▸ **AIM OF THE TASK**:
Only the text of the records, copied exactly, is wanted; no pictures.

▸ **DATA SECTION**:

#####

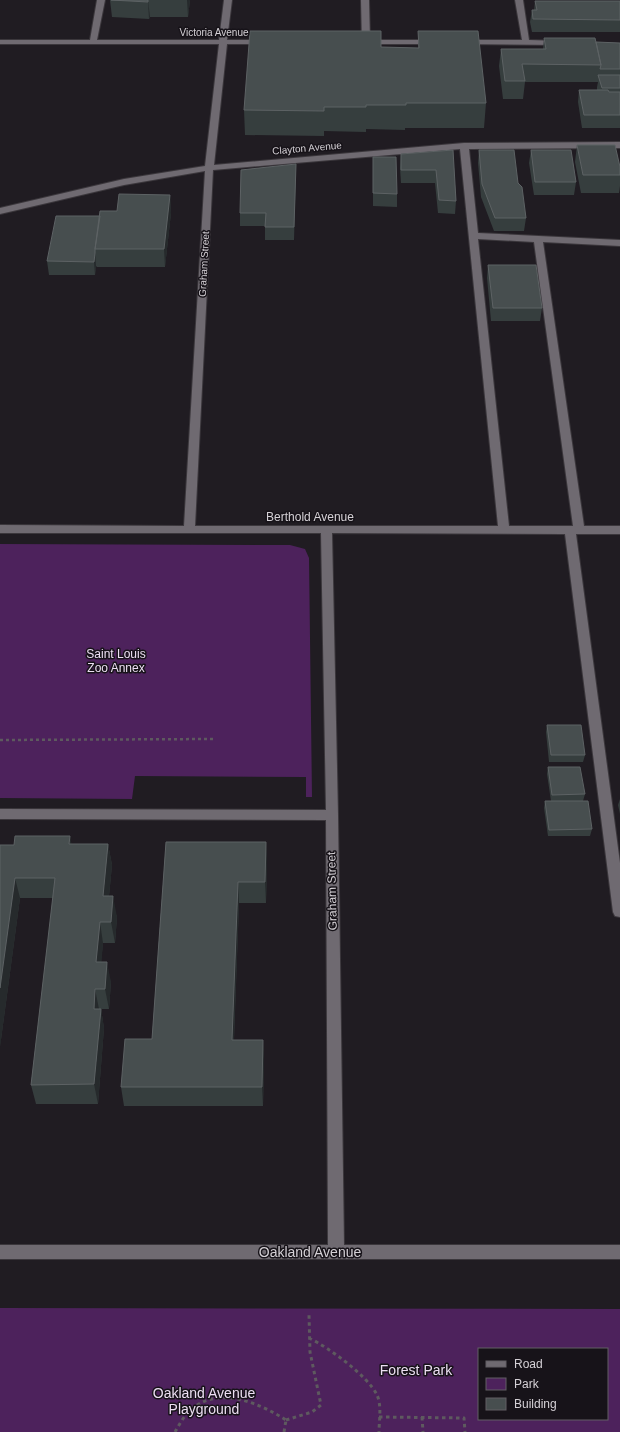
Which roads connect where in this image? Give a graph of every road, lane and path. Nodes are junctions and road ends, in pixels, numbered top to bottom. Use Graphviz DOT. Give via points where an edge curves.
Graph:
graph roads {
  1 [pos="101,0"];
  2 [pos="228,0"];
  3 [pos="365,0"];
  4 [pos="519,0"];
  5 [pos="0,42"];
  6 [pos="93,42"];
  7 [pos="224,42"];
  8 [pos="275,42"];
  9 [pos="442,42"];
  10 [pos="458,42"];
  11 [pos="526,43"];
  12 [pos="565,43"];
  13 [pos="620,145"];
  14 [pos="464,146"];
  15 [pos="209,168"];
  16 [pos="0,211"];
  17 [pos="474,236"];
  18 [pos="538,240"];
  19 [pos="620,243"];
  20 [pos="0,529"];
  21 [pos="189,529"];
  22 [pos="326,530"];
  23 [pos="504,530"];
  24 [pos="575,530"];
  25 [pos="620,530"];
  26 [pos="215,739"];
  27 [pos="0,740"];
  28 [pos="0,814"];
  29 [pos="332,815"];
  30 [pos="620,912"];
  31 [pos="0,1252"];
  32 [pos="336,1252"];
  33 [pos="620,1252"];
  34 [pos="309,1315"];
  35 [pos="309,1338"];
  36 [pos="379,1417"];
  37 [pos="422,1417"];
  38 [pos="286,1420"];
  39 [pos="175,1432"];
  40 [pos="284,1432"];
  41 [pos="379,1432"];
  42 [pos="423,1432"];
  43 [pos="465,1432"];
  1 -- 6 [label="street"];
  2 -- 7 [label="street, Graham Street"];
  3 -- 9 [label="street" via="362,42"];
  4 -- 11 [label="street"];
  5 -- 6 [label="street, Victoria Avenue"];
  6 -- 7 [label="street, Victoria Avenue"];
  7 -- 8 [label="street, Victoria Avenue"];
  7 -- 15 [label="street, Graham Street"];
  10 -- 11 [label="street"];
  11 -- 12 [label="street"];
  13 -- 14 [label="street, Clayton Avenue"];
  14 -- 15 [label="street, Clayton Avenue"];
  14 -- 17 [label="street"];
  15 -- 16 [label="street, Clayton Avenue" via="124,182"];
  15 -- 21 [label="street, Graham Street"];
  17 -- 18 [label="street"];
  17 -- 23 [label="street"];
  18 -- 19 [label="street"];
  18 -- 24 [label="street"];
  20 -- 21 [label="street, Berthold Avenue"];
  21 -- 22 [label="street, Berthold Avenue"];
  22 -- 23 [label="street, Berthold Avenue"];
  22 -- 29 [label="street, Graham Street"];
  23 -- 24 [label="street, Berthold Avenue"];
  24 -- 25 [label="street, Berthold Avenue"];
  24 -- 30 [label="street"];
  26 -- 27 [label="path"];
  28 -- 29 [label="street"];
  29 -- 32 [label="street, Graham Street"];
  31 -- 32 [label="street, Oakland Avenue"];
  32 -- 33 [label="street, Oakland Avenue"];
  34 -- 35 [label="path"];
  35 -- 36 [label="path" via="327,1347 374,1388 378,1397"];
  35 -- 38 [label="path" via="320,1405 312,1412"];
  36 -- 37 [label="path"];
  36 -- 41 [label="path"];
  37 -- 42 [label="path"];
  37 -- 43 [label="path" via="464,1418"];
  38 -- 39 [label="path" via="260,1404 241,1397 223,1396 205,1401 194,1408"];
  38 -- 40 [label="path"];
}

#####

▸ **TASK RESPONSE**:
Which roads connect where in this image? Give a graph of every road, lane and path. Nodes are junctions and road ends, in pixels, numbered top to bottom. Use Graphviz DOT. Give via points where an edge curves.
Graph:
graph roads {
  1 [pos="101,0"];
  2 [pos="228,0"];
  3 [pos="365,0"];
  4 [pos="519,0"];
  5 [pos="0,42"];
  6 [pos="93,42"];
  7 [pos="224,42"];
  8 [pos="275,42"];
  9 [pos="442,42"];
  10 [pos="458,42"];
  11 [pos="526,43"];
  12 [pos="565,43"];
  13 [pos="620,145"];
  14 [pos="464,146"];
  15 [pos="209,168"];
  16 [pos="0,211"];
  17 [pos="474,236"];
  18 [pos="538,240"];
  19 [pos="620,243"];
  20 [pos="0,529"];
  21 [pos="189,529"];
  22 [pos="326,530"];
  23 [pos="504,530"];
  24 [pos="575,530"];
  25 [pos="620,530"];
  26 [pos="215,739"];
  27 [pos="0,740"];
  28 [pos="0,814"];
  29 [pos="332,815"];
  30 [pos="620,912"];
  31 [pos="0,1252"];
  32 [pos="336,1252"];
  33 [pos="620,1252"];
  34 [pos="309,1315"];
  35 [pos="309,1338"];
  36 [pos="379,1417"];
  37 [pos="422,1417"];
  38 [pos="286,1420"];
  39 [pos="175,1432"];
  40 [pos="284,1432"];
  41 [pos="379,1432"];
  42 [pos="423,1432"];
  43 [pos="465,1432"];
  1 -- 6 [label="street"];
  2 -- 7 [label="street, Graham Street"];
  3 -- 9 [label="street" via="362,42"];
  4 -- 11 [label="street"];
  5 -- 6 [label="street, Victoria Avenue"];
  6 -- 7 [label="street, Victoria Avenue"];
  7 -- 8 [label="street, Victoria Avenue"];
  7 -- 15 [label="street, Graham Street"];
  10 -- 11 [label="street"];
  11 -- 12 [label="street"];
  13 -- 14 [label="street, Clayton Avenue"];
  14 -- 15 [label="street, Clayton Avenue"];
  14 -- 17 [label="street"];
  15 -- 16 [label="street, Clayton Avenue" via="124,182"];
  15 -- 21 [label="street, Graham Street"];
  17 -- 18 [label="street"];
  17 -- 23 [label="street"];
  18 -- 19 [label="street"];
  18 -- 24 [label="street"];
  20 -- 21 [label="street, Berthold Avenue"];
  21 -- 22 [label="street, Berthold Avenue"];
  22 -- 23 [label="street, Berthold Avenue"];
  22 -- 29 [label="street, Graham Street"];
  23 -- 24 [label="street, Berthold Avenue"];
  24 -- 25 [label="street, Berthold Avenue"];
  24 -- 30 [label="street"];
  26 -- 27 [label="path"];
  28 -- 29 [label="street"];
  29 -- 32 [label="street, Graham Street"];
  31 -- 32 [label="street, Oakland Avenue"];
  32 -- 33 [label="street, Oakland Avenue"];
  34 -- 35 [label="path"];
  35 -- 36 [label="path" via="327,1347 374,1388 378,1397"];
  35 -- 38 [label="path" via="320,1405 312,1412"];
  36 -- 37 [label="path"];
  36 -- 41 [label="path"];
  37 -- 42 [label="path"];
  37 -- 43 [label="path" via="464,1418"];
  38 -- 39 [label="path" via="260,1404 241,1397 223,1396 205,1401 194,1408"];
  38 -- 40 [label="path"];
}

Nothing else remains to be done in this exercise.